Top of The data
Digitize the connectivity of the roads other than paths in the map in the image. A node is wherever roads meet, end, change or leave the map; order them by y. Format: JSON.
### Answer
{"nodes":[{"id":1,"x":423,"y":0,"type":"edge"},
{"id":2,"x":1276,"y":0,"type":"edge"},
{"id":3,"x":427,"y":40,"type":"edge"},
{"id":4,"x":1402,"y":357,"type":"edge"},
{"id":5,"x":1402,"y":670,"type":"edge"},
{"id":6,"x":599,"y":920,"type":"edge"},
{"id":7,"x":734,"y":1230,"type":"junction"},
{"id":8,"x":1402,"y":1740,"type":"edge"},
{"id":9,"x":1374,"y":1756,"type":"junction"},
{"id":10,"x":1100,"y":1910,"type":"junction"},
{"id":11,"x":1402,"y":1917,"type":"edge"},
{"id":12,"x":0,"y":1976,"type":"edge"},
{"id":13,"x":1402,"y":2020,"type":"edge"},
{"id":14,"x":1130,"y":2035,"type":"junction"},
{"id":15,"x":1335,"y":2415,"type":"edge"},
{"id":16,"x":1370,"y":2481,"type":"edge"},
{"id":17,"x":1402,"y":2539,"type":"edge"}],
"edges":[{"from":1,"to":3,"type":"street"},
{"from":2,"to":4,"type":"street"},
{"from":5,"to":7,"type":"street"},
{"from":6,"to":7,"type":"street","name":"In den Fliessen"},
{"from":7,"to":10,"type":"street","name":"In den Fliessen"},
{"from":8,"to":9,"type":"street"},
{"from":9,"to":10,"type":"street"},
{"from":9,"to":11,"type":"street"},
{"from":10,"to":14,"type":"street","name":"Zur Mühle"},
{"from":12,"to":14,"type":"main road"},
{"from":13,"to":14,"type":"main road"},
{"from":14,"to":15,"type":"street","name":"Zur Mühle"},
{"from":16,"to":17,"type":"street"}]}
Bottom of The data
§ **Work instructions**:
From the material above, please return each line containing "Fliessen".

§ **Result for this exercise**:
{"from":6,"to":7,"type":"street","name":"In den Fliessen"},
{"from":7,"to":10,"type":"street","name":"In den Fliessen"},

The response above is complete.